### How to complete this task
For each line of the data below, copy it if it holds the word "ЯРОСЛАВА".

Records from a collection:
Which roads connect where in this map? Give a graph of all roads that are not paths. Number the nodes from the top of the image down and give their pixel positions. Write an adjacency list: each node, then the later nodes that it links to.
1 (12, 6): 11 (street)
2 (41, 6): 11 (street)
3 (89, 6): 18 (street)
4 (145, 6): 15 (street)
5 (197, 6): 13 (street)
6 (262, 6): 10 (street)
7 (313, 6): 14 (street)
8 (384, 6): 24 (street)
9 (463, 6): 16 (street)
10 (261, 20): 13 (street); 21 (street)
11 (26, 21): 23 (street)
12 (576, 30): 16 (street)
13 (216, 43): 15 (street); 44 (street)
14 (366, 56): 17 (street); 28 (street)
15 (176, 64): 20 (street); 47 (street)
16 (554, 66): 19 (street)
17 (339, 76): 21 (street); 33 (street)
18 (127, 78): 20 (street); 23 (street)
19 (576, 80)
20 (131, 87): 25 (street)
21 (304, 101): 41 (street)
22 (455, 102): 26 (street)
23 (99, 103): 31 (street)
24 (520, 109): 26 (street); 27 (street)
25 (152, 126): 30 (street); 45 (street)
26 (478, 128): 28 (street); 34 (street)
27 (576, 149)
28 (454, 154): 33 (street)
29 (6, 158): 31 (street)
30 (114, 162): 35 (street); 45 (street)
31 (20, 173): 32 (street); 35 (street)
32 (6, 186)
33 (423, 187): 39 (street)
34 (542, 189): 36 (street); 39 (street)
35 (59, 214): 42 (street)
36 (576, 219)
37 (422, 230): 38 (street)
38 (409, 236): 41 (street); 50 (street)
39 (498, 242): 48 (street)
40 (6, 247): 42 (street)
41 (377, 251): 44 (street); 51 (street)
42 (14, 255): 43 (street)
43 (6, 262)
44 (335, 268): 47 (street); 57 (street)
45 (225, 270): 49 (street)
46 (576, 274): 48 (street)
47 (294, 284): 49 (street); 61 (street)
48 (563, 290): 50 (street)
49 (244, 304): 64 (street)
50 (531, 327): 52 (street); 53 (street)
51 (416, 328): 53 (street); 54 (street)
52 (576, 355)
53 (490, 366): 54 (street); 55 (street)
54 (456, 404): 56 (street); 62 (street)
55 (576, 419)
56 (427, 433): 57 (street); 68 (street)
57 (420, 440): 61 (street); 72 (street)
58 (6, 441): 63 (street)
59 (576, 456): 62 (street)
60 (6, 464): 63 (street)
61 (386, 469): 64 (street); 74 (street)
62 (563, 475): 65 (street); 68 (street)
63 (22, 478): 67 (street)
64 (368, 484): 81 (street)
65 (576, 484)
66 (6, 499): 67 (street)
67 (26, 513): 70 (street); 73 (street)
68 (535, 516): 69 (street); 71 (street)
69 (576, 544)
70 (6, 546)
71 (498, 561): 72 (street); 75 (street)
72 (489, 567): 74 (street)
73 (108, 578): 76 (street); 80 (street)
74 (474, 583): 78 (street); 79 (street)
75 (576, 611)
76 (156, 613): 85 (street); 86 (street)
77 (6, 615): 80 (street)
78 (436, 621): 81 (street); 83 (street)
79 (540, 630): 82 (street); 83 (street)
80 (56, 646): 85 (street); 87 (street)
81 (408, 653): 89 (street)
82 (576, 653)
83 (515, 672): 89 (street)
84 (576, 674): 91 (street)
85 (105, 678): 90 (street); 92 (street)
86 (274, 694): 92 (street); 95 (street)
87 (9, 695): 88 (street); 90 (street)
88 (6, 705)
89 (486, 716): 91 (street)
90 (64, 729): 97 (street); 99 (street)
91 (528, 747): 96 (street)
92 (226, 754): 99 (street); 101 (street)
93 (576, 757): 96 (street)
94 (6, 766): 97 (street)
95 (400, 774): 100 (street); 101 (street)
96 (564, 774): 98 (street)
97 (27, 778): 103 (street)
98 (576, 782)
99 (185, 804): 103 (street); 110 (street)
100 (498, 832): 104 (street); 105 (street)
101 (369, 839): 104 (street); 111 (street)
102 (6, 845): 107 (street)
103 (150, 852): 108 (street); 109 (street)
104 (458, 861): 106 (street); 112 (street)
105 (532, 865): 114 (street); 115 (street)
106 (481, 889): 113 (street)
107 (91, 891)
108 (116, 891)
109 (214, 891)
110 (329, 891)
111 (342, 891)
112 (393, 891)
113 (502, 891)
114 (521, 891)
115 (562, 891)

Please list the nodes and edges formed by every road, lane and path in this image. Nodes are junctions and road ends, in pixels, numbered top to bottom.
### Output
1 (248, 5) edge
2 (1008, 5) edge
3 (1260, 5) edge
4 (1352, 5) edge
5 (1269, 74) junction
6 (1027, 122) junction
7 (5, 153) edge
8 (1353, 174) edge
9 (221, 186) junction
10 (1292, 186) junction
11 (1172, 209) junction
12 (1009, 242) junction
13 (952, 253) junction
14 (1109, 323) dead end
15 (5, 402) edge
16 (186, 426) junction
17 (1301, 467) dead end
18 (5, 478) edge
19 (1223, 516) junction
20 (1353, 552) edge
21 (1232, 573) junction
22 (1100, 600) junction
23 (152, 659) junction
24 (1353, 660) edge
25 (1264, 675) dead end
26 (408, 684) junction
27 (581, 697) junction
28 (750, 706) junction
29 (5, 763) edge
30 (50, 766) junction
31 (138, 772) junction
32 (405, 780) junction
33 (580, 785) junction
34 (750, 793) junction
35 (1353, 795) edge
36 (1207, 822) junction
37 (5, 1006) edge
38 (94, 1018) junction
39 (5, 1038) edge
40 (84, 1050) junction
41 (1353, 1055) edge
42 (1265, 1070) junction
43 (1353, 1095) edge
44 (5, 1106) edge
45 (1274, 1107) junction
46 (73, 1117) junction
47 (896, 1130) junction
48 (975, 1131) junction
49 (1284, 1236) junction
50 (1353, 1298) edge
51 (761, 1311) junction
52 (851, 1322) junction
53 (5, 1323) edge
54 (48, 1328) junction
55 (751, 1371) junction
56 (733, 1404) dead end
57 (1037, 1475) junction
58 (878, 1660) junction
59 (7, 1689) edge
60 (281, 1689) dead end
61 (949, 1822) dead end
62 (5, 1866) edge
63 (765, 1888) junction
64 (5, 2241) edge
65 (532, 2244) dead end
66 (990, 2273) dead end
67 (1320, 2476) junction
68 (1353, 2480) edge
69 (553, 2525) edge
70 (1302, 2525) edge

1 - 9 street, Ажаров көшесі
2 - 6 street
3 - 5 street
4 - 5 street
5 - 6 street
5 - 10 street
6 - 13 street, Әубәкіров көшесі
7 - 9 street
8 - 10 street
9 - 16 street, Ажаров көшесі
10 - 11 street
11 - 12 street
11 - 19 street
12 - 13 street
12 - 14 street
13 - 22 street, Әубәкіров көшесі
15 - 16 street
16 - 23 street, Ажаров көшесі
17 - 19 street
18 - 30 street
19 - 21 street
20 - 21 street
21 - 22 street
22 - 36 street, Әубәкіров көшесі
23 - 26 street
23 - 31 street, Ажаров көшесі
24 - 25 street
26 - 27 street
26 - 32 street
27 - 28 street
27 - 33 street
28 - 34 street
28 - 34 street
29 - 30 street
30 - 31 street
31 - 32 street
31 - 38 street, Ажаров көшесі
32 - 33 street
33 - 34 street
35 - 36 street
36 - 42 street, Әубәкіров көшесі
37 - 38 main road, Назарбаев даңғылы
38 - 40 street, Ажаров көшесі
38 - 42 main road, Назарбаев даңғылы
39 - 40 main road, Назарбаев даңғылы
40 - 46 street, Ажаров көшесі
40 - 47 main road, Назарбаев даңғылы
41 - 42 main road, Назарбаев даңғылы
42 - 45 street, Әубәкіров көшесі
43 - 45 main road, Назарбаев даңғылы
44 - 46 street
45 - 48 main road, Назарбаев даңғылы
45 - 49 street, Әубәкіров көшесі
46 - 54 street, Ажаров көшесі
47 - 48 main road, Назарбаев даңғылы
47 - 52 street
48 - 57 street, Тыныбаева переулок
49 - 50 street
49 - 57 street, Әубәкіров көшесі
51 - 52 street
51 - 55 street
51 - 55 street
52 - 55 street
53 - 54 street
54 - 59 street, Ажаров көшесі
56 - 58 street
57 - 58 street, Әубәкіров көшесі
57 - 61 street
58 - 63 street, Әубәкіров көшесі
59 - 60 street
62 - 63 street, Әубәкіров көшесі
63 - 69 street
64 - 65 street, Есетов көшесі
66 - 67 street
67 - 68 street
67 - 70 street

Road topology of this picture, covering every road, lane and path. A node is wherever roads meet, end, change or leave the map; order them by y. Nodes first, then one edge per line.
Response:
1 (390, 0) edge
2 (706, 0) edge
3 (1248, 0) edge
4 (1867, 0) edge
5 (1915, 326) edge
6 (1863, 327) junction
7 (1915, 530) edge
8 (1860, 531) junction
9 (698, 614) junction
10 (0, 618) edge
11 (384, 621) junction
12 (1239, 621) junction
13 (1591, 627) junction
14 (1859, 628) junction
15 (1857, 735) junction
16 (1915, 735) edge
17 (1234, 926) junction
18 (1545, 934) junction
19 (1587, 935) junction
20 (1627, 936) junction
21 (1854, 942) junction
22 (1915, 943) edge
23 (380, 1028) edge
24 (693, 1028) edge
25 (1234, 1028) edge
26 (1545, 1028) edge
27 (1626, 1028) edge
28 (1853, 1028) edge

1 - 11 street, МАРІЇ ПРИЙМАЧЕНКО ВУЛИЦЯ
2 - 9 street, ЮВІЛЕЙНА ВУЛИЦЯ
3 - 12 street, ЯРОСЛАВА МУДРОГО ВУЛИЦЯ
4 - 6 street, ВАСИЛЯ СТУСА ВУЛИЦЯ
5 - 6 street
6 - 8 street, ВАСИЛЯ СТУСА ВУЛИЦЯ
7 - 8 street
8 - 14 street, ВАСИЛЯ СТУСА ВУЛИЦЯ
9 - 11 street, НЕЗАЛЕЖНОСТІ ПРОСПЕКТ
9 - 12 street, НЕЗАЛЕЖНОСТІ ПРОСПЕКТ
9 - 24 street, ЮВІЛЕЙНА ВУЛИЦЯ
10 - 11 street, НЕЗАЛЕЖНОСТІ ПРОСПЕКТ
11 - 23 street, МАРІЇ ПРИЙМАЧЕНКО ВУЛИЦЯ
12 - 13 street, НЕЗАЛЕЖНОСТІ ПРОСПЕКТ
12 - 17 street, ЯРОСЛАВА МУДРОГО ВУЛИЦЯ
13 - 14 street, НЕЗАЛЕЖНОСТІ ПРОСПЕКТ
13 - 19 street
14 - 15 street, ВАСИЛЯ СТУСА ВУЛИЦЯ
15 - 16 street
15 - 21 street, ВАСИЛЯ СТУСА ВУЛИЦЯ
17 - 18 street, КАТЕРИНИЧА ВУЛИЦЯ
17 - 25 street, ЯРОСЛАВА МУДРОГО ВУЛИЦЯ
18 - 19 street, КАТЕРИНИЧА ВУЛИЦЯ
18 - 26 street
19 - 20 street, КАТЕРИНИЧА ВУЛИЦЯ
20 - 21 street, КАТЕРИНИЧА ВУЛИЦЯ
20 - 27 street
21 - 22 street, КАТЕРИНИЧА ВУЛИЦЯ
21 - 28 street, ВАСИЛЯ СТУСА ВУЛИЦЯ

### Answer area
3 - 12 street, ЯРОСЛАВА МУДРОГО ВУЛИЦЯ
12 - 17 street, ЯРОСЛАВА МУДРОГО ВУЛИЦЯ
17 - 25 street, ЯРОСЛАВА МУДРОГО ВУЛИЦЯ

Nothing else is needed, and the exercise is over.